Re: How do I leave him? » All Done

Posted by Dinah on August 8, 2004, at 14:56:08

In reply to How do I leave him?, posted by All Done on August 8, 2004, at 11:35:49

Congratulations on the new job! Good work conditions can make all the difference.

But I don't know that anything makes leaving the munchkins easier. :( But I think it's wonderful that you had this time with him, and that you enjoyed it so much. Remember to try to recapture some of that nights and weekends. Little kids don't know better than to love housework, so you can have lots of bonding time when you are home with him even if you've got other stuff to do as well. (Loved that Montessori.
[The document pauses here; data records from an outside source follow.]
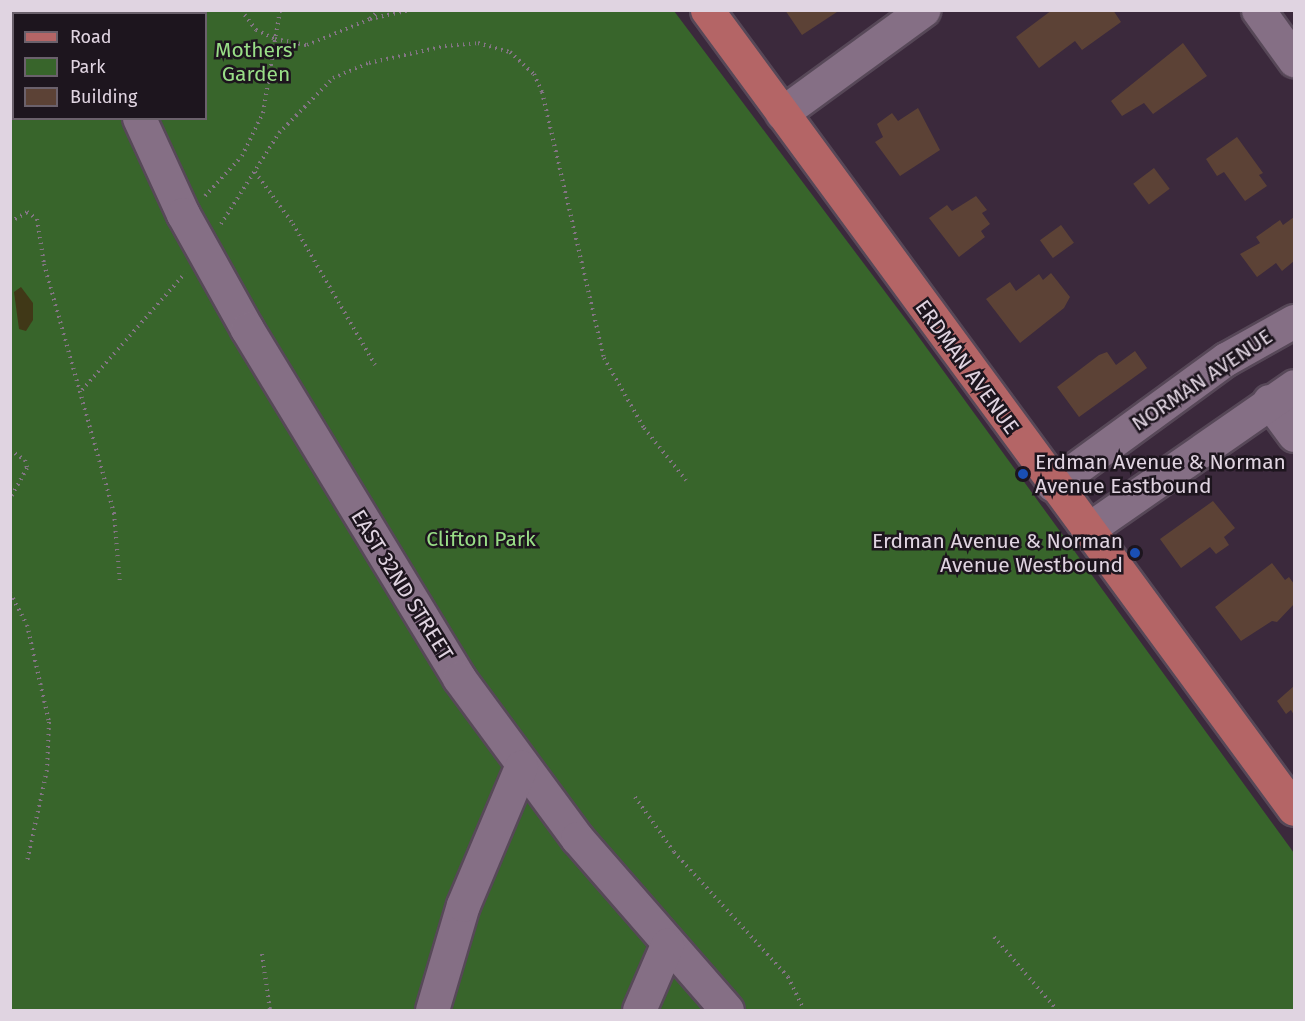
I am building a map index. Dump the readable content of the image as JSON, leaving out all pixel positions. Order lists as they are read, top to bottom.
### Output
{
  "streets": {
    "main road": ["ERDMAN AVENUE"],
    "street": ["NORMAN AVENUE", "EAST 32ND STREET"]
  },
  "crossings": [
    ["ERDMAN AVENUE", "NORMAN AVENUE"]
  ],
  "parks": ["Mothers' Garden", "Clifton Park"],
  "places": ["Erdman Avenue & Norman Avenue Eastbound", "Erdman Avenue & Norman Avenue Westbound"],
  "legend": ["Road", "Park", "Building"]
}
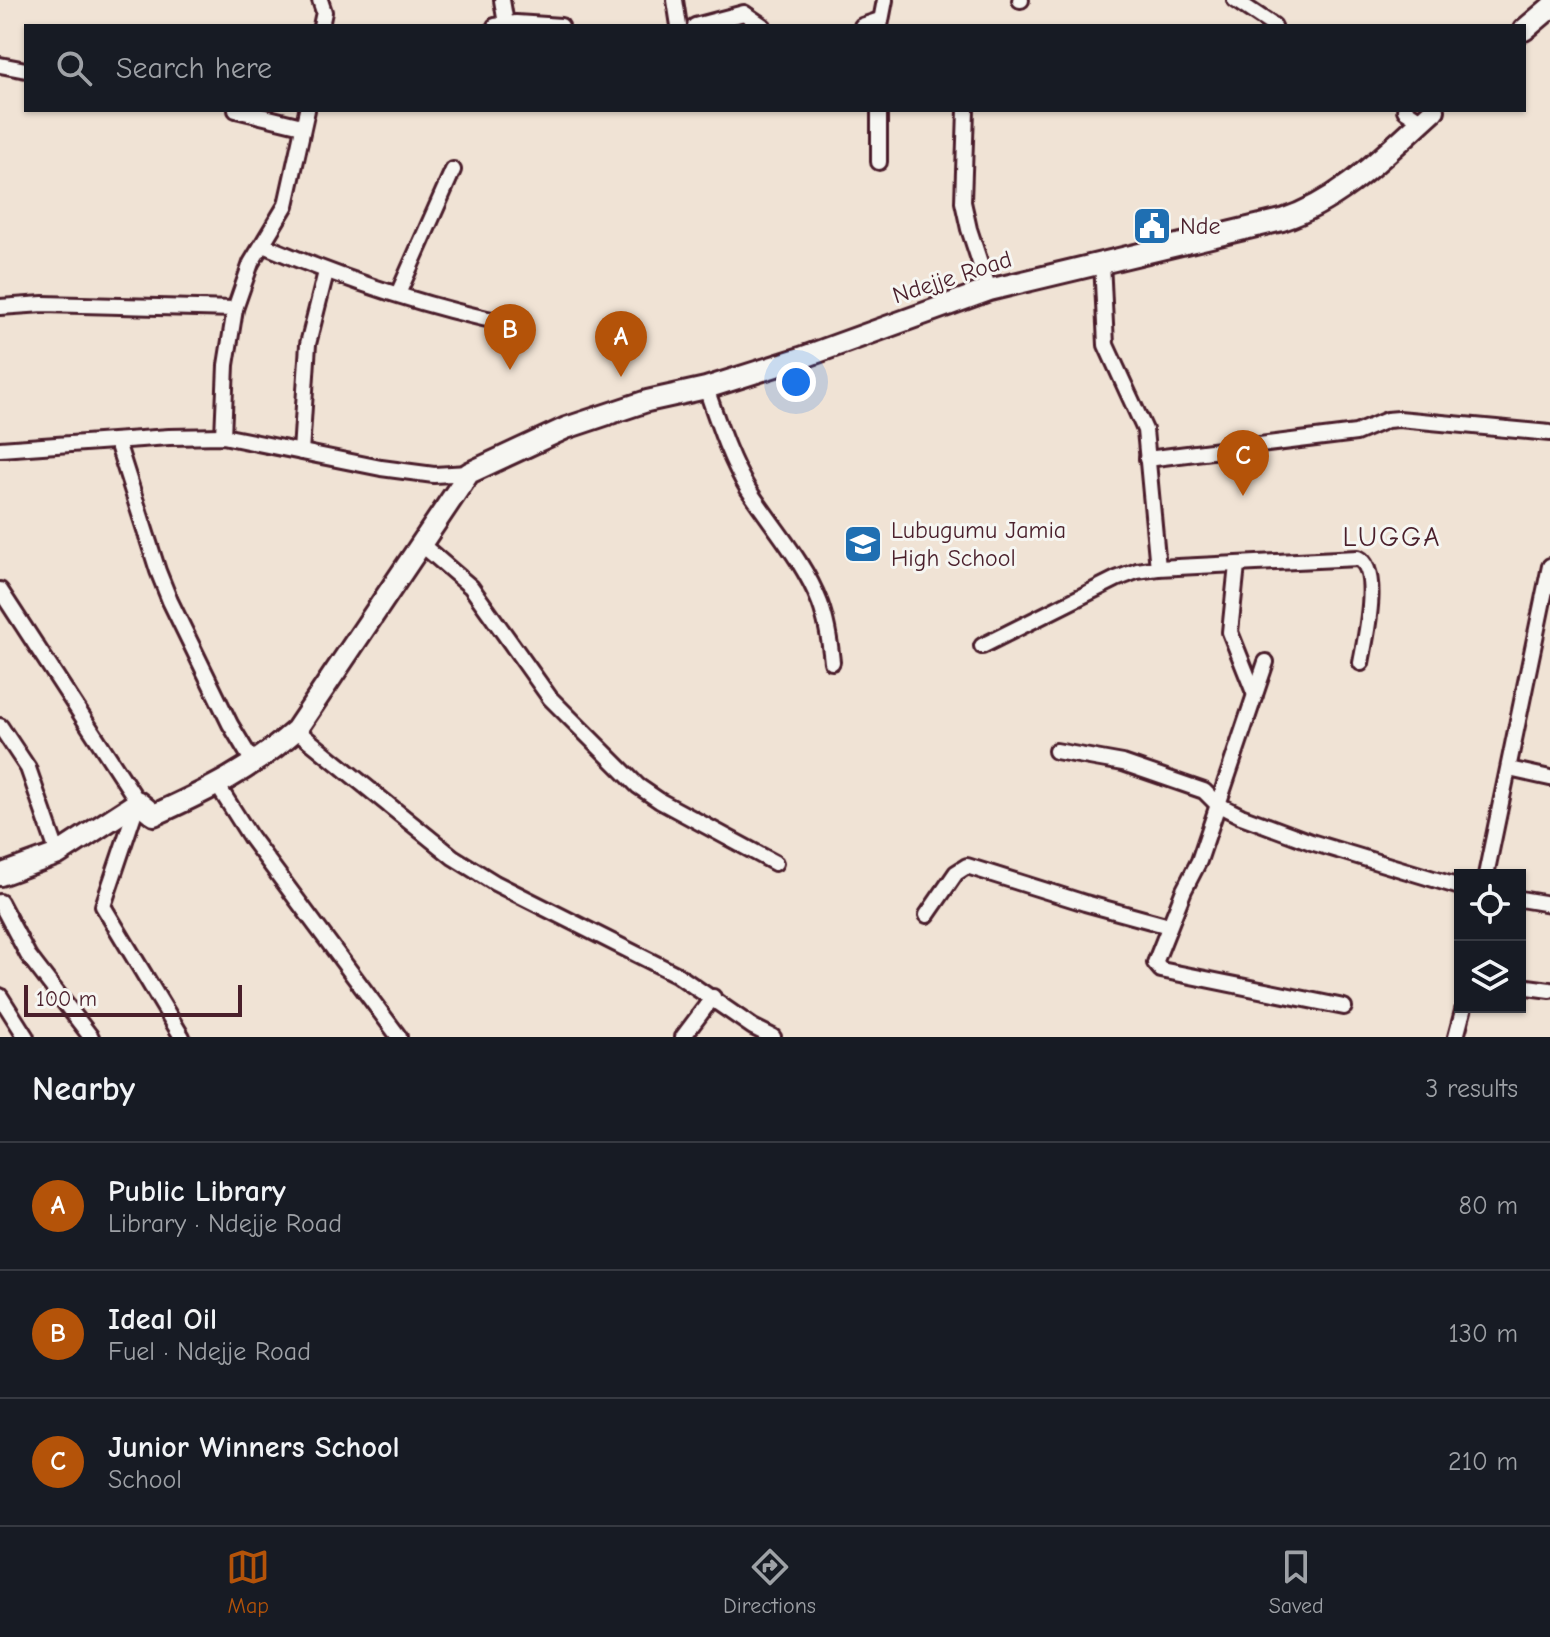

My son liked dusting and sweeping as much as building with blocks.)

 

Re: How do I leave him?

Posted by karen_kay on August 8, 2004, at 16:43:43

In reply to How do I leave him?, posted by All Done on August 8, 2004, at 11:35:49

miss laurie,

(((((((((laurie)))))))))))

take advantage of the time you have with him now.

the way he plays with his belly button rather than using the restroom.

the smiles.

the hugs.

his chatter in the car.

the cries in the car when you miss your turn.

but know that by returning back to work, you are doing what is best for both of you (even if it does hurt dear). besides, isn't this a temporary position for now? bingo!!!!! time at home with precious N! invite me for tea please!

love you doll! thank you for being a wonderful mother. i'm up for a third mother, you know!

 

Re: How do I leave him?

Posted by JenStar on August 8, 2004, at 23:02:40

In reply to How do I leave him?, posted by All Done on August 8, 2004, at 11:35:49

hi alldone,
your son sounds adorable! When I have kids someday, I hope to have the kind of experiences you relate. Awesome.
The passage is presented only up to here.